* **Exercise prompt**:
Write how many lines in the records below include the string "Playa". No other text should be given.

*** Records supplied Section Begins ***

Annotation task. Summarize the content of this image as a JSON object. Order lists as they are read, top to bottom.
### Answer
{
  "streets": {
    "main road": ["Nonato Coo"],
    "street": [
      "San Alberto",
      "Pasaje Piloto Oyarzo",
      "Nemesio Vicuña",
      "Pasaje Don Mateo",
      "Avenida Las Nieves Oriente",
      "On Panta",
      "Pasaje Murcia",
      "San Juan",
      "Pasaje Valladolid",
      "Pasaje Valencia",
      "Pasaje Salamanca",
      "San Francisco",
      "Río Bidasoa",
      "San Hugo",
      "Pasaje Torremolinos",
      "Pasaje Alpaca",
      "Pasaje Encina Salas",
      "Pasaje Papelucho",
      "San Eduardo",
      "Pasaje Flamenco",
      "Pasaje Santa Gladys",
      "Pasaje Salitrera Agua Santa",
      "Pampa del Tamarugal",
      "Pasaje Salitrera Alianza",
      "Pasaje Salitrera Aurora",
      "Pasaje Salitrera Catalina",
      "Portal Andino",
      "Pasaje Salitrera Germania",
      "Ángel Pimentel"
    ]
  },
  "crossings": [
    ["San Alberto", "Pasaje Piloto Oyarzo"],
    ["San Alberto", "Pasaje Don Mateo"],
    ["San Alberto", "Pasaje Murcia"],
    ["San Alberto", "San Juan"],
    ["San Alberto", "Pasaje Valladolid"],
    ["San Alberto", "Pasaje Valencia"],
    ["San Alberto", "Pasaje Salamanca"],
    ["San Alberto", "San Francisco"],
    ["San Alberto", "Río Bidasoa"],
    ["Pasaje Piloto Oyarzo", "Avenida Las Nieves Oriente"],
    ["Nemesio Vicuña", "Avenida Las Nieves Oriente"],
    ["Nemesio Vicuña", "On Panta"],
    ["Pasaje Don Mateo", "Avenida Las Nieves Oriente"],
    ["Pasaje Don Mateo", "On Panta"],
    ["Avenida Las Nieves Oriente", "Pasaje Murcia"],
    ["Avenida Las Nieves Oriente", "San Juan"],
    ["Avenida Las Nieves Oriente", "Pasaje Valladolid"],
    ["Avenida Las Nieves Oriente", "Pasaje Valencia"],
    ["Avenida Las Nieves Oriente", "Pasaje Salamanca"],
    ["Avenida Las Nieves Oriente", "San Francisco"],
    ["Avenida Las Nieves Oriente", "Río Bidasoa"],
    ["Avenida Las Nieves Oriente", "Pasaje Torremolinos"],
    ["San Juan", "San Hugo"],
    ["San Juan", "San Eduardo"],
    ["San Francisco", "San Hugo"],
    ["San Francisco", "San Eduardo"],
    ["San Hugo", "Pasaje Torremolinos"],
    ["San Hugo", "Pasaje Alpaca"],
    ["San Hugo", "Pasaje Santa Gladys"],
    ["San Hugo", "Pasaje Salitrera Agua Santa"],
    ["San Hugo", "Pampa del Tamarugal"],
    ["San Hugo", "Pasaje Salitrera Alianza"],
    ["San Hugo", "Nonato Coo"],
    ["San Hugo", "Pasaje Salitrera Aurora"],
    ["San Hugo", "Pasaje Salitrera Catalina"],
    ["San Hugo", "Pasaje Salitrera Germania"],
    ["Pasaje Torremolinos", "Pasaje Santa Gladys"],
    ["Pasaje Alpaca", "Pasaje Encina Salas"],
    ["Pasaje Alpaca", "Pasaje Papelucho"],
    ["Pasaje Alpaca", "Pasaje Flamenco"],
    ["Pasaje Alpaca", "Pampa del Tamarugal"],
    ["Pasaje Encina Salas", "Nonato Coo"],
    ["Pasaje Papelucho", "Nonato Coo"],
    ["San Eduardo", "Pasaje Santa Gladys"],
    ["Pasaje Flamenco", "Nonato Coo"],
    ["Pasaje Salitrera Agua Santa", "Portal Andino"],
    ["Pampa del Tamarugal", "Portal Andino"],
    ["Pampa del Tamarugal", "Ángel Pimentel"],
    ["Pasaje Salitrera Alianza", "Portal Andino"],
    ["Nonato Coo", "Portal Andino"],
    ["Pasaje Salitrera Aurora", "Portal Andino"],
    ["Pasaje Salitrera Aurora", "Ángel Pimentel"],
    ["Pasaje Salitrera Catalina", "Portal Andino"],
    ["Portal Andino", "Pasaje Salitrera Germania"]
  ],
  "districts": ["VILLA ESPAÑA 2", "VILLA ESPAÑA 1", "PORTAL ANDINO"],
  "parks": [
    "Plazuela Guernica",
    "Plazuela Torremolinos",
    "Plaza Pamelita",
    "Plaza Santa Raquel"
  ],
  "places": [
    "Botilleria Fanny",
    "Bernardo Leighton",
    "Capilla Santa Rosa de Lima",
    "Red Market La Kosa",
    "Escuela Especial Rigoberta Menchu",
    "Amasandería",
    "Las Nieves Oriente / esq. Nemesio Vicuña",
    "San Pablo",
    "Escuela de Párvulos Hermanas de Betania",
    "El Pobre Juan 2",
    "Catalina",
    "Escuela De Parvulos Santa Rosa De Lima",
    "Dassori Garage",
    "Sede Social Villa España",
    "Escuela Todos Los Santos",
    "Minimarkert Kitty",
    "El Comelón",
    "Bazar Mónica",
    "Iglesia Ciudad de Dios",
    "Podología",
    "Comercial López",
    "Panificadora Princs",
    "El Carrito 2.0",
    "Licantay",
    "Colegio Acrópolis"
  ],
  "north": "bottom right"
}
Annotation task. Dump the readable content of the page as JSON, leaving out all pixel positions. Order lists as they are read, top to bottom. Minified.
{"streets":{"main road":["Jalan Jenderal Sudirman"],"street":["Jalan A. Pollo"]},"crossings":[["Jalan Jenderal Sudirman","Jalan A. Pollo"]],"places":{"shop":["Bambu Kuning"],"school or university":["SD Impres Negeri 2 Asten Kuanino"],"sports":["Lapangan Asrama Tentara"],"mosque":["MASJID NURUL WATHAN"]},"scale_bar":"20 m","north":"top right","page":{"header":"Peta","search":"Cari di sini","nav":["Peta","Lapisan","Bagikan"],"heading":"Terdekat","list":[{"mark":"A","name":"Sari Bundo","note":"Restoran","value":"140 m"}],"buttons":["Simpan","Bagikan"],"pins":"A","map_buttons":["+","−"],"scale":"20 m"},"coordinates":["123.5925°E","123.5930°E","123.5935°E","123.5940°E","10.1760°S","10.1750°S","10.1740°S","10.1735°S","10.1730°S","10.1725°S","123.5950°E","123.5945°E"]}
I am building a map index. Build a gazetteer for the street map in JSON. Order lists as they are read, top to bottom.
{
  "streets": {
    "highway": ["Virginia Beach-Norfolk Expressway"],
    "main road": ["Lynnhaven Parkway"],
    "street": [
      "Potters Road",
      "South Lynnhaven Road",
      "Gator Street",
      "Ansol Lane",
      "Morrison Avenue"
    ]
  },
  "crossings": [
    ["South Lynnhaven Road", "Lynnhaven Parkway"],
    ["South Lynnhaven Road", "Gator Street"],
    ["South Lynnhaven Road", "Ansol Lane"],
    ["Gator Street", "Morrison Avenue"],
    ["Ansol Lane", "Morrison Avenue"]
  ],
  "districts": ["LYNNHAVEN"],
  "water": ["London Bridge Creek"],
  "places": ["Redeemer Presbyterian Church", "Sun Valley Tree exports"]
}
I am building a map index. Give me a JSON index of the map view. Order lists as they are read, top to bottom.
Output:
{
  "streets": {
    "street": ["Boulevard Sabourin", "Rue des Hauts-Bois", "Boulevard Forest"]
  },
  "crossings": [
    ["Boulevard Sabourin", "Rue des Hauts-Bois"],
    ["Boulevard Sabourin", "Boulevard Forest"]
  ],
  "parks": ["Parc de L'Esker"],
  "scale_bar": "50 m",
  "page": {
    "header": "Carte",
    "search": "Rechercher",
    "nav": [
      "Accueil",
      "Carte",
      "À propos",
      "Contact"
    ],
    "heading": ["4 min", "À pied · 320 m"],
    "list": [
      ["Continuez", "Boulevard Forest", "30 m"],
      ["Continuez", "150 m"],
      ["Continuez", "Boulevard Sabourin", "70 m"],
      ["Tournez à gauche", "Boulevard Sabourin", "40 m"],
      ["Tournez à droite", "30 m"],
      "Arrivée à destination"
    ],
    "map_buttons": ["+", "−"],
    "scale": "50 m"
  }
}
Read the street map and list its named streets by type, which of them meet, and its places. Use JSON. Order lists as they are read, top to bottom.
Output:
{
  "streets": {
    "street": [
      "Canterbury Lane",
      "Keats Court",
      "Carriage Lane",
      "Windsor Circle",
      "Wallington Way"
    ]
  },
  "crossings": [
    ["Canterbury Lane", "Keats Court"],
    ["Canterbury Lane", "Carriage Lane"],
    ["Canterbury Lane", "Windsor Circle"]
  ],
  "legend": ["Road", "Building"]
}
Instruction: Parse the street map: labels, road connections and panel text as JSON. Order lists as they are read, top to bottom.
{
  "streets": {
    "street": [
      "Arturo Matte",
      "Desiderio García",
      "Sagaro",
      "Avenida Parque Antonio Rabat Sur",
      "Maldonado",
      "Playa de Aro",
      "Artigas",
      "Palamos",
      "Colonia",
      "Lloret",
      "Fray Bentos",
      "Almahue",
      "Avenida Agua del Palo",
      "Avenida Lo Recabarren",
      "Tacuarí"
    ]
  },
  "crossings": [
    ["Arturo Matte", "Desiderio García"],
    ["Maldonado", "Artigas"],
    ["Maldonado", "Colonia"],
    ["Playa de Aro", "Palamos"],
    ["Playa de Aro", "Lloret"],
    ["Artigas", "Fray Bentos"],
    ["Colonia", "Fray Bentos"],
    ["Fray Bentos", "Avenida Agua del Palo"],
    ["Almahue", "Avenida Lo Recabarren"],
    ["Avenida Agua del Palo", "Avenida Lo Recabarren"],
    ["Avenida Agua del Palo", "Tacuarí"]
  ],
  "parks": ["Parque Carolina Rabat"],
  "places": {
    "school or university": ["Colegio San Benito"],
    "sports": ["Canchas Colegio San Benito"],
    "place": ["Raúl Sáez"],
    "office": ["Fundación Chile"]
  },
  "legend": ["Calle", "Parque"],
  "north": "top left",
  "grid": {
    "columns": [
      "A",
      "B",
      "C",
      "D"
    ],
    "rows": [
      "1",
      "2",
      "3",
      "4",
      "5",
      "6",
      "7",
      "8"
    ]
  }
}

*** Records supplied Section Ends ***

* **Reply to the task**:
3